This study addresses the instability of token economies in decentralized AI networks, which often suffer from extreme price volatility due to inadequate responses from existing static or threshold-based buyback mechanisms—particularly during market downturns. To overcome these limitations, this work proposes a novel dynamic buyback-and-burn mechanism grounded in control theory, incorporating solvency constraints and employing a proportional-integral-derivative (PID) controller to establish a continuous feedback loop. This approach transforms rigid, rule-based policies into a closed-loop control system operating within structural constraints. Validated through Jump-Diffusion multi-agent simulations, the method reduces token price volatility by approximately 66% under high-volatility conditions and decreases operator attrition from 19.5% to 8.1%, substantially outperforming baseline strategies and fundamentally enhancing system resilience.

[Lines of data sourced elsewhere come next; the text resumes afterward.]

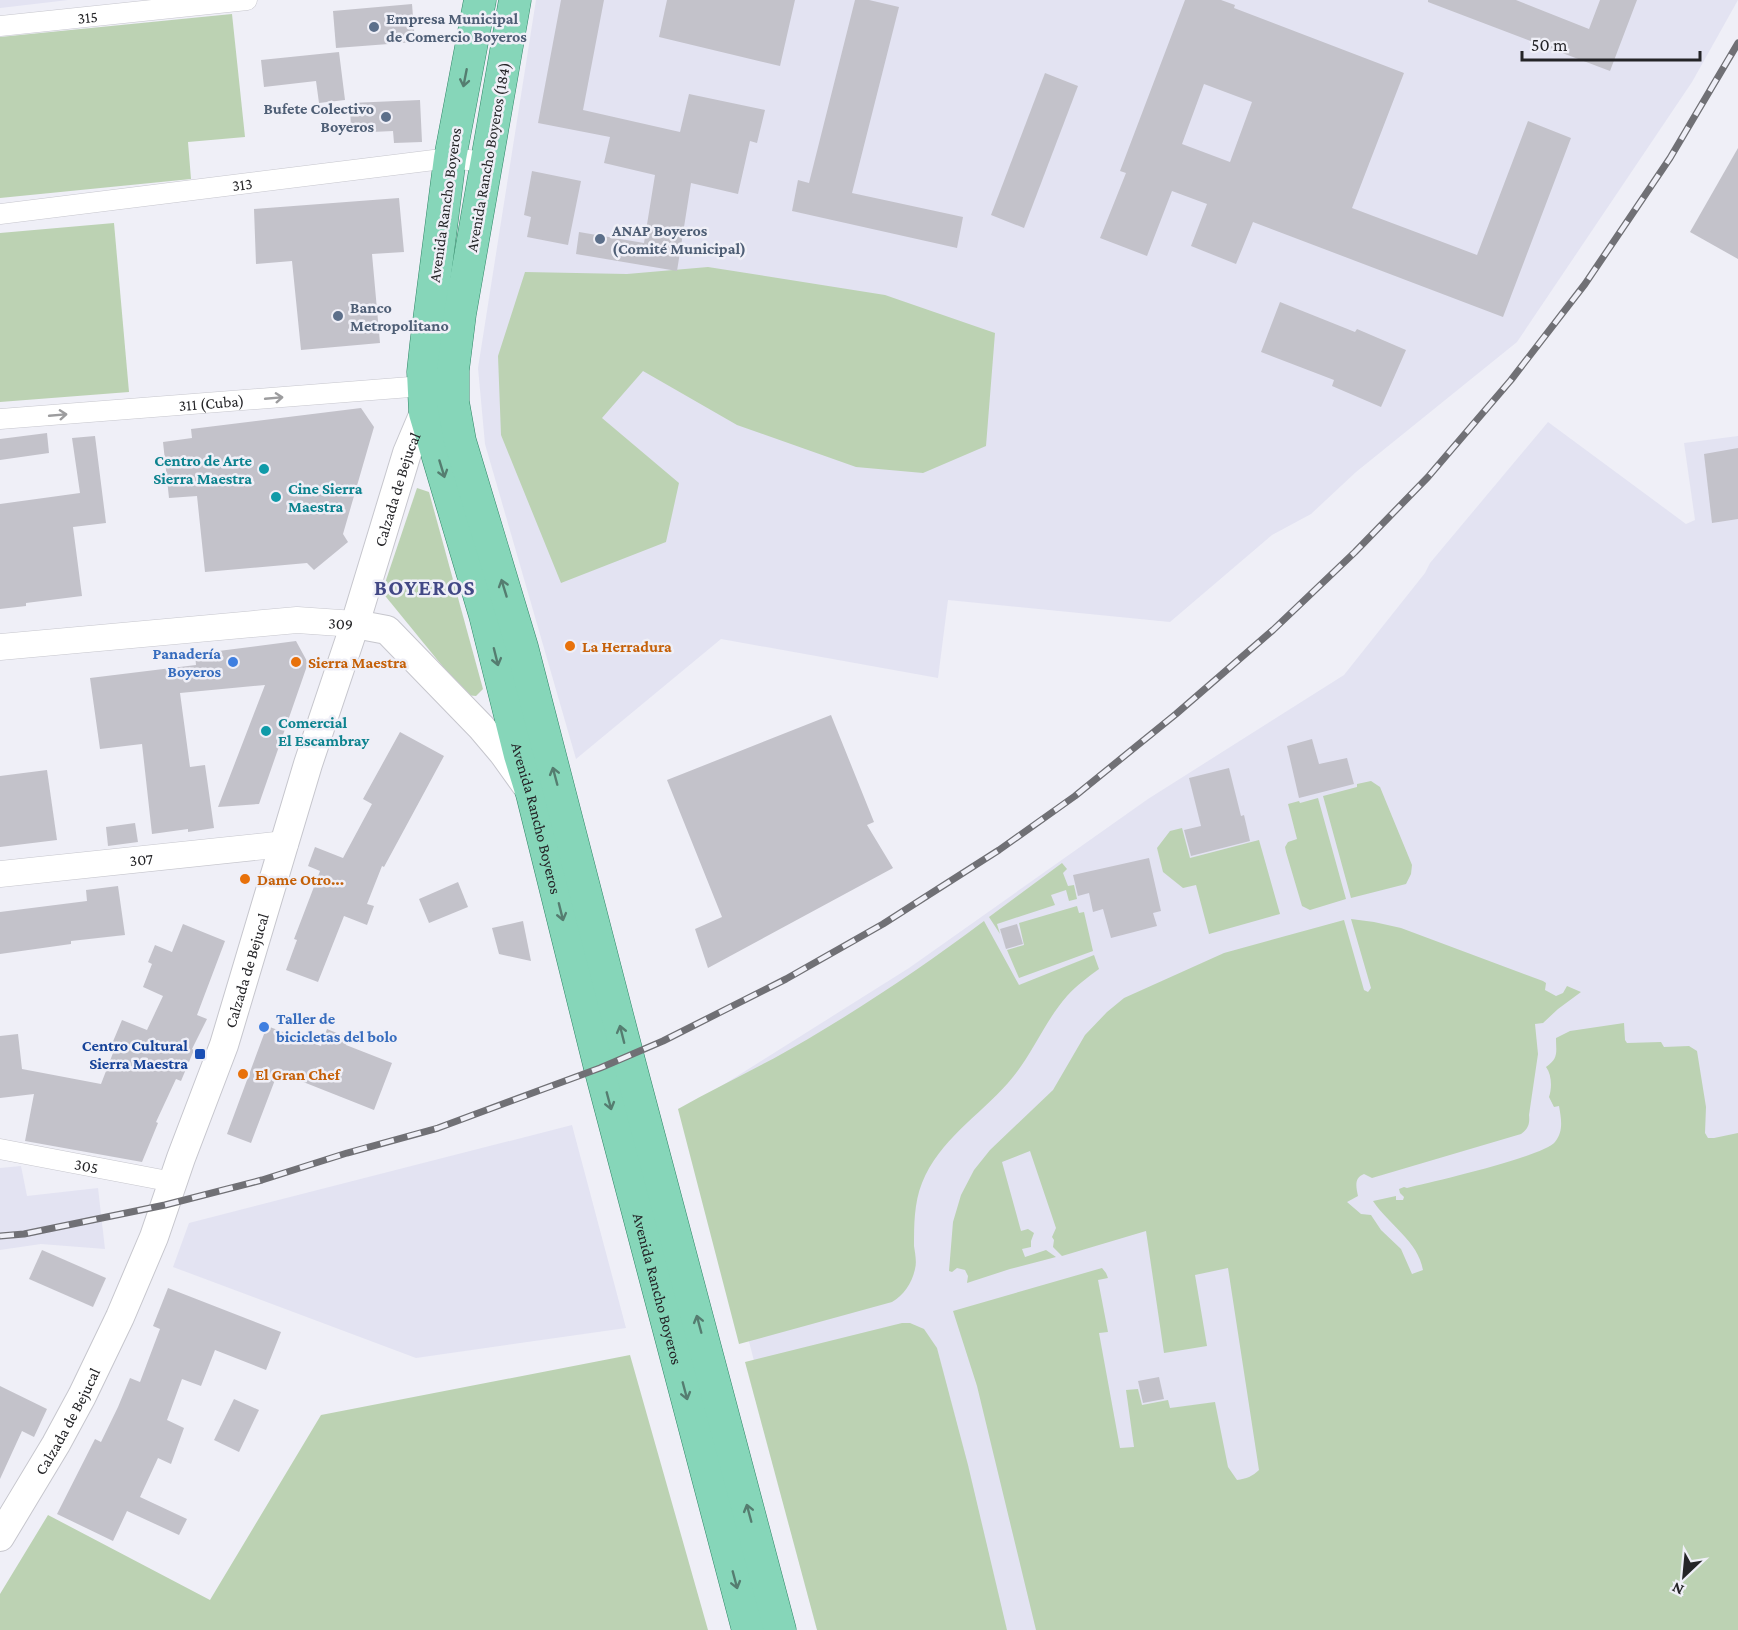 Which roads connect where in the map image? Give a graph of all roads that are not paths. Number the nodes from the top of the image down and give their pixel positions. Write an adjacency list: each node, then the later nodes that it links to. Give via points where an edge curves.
1 (247, 0): 4 (street, 315)
2 (480, 0): 5 (main road, Avenida Rancho Boyeros, one-way to 5)
3 (515, 0): 6 (main road, Avenida Rancho Boyeros (184))
4 (0, 26)
5 (450, 158): 6 (street, 313); 7 (street, 313); 9 (main road, Avenida Rancho Boyeros, via 426,344)
6 (486, 162): 8 (main road, Avenida Rancho Boyeros (184))
7 (0, 214)
8 (460, 314): 9 (main road, Calzada de Bejucal); 15 (main road, Avenida Rancho Boyeros, one-way to 8, via 522,648 460,441 453,402)
9 (424, 399): 10 (street, 311 (Cuba), one-way to 9); 11 (main road, Calzada de Bejucal); 13 (main road, Avenida Rancho Boyeros, one-way to 13)
10 (0, 419)
11 (355, 624): 12 (street, 309, via 297,620); 13 (main road, 309, via 387,630 481,727); 14 (main road, Calzada de Bejucal)
12 (0, 647)
13 (532, 794): 15 (main road, 309); 20 (main road, Avenida Rancho Boyeros, one-way to 20)
14 (285, 844): 16 (street, 307); 18 (main road, Calzada de Bejucal, via 222,1053)
15 (576, 855): 21 (main road, Avenida Rancho Boyeros, one-way to 15)
16 (0, 874)
17 (0, 1149): 18 (street, 305)
18 (173, 1182): 19 (main road, Calzada de Bejucal, via 129,1297 86,1386)
19 (0, 1537)
20 (748, 1630)
21 (780, 1630) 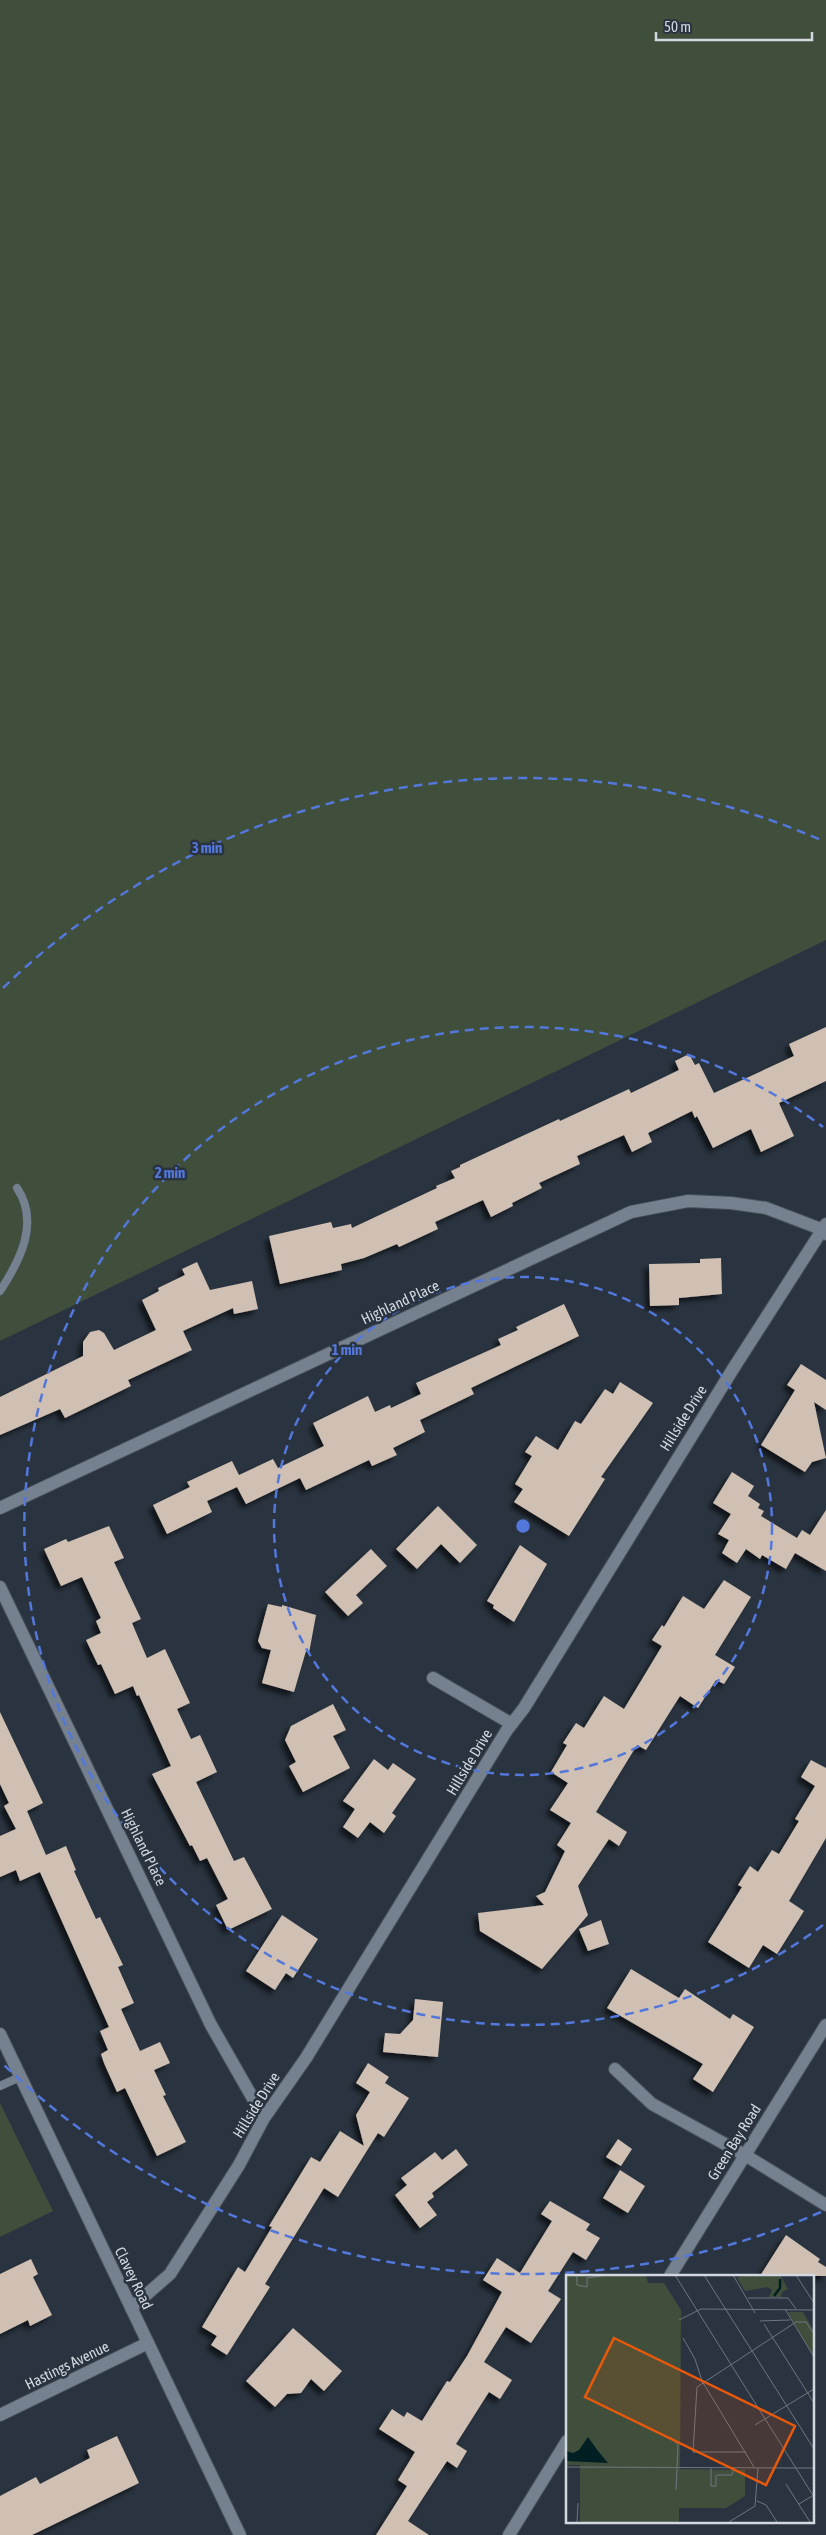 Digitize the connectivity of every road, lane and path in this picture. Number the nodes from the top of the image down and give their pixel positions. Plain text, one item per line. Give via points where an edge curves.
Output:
1 (17, 1188) dead end
2 (824, 1229) edge
3 (0, 1292) edge
4 (0, 1508) edge
5 (0, 1587) edge
6 (433, 1678) dead end
7 (512, 1724) junction
8 (826, 2025) edge
9 (0, 2034) edge
10 (615, 2069) dead end
11 (20, 2077) junction
12 (0, 2086) edge
13 (264, 2118) junction
14 (745, 2155) junction
15 (826, 2206) edge
16 (671, 2275) edge
17 (130, 2308) junction
18 (148, 2343) junction
19 (0, 2415) edge
20 (566, 2443) edge
21 (240, 2535) edge
22 (509, 2535) edge

1 - 3 lane via 28,1211 26,1240 16,1268
2 - 4 street, Highland Place via 766,1208 731,1203 688,1201 631,1212
2 - 7 street, Hillside Drive
5 - 13 street, Highland Place via 211,2025
6 - 7 street
7 - 13 street, Hillside Drive via 306,2058
8 - 14 street, Green Bay Road
9 - 11 street, Clavey Road
10 - 14 street via 652,2104
11 - 12 lane
11 - 17 street, Clavey Road
13 - 17 street, Hillside Drive via 170,2274
14 - 15 street
14 - 16 street, Green Bay Road
17 - 18 street, Clavey Road
18 - 19 street, Hastings Avenue
18 - 21 street, Clavey Road
20 - 22 street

The democratization of artificial intelligence through decentralized networks represents a paradigm shift in computational provisioning, yet the long-term viability of these ecosystems is critically endangered by the extreme volatility of their native economic layers. Current tokenomic models, which predominantly rely on static or threshold-based buyback heuristics, are ill-equipped to handle complex system dynamics and often function pro-cyclically, exacerbating instability during market downturns. To bridge this gap, we propose the Dynamic-Control Buyback Mechanism (DCBM), a formalized control-theoretic framework that utilizes a Proportional-Integral-Derivative (PID) controller with strict solvency constraints to regulate the token economy as a dynamical system. Extensive agent-based simulations utilizing Jump-Diffusion processes demonstrate that DCBM fundamentally outperforms static baselines, reducing token price volatility by approximately 66% and lowering operator churn from 19.5% to 8.1% in high-volatility regimes. These findings establish that converting tokenomics from static rules into continuous, structurally constrained control loops is a necessary condition for secure and sustainable decentralized intelligence networks.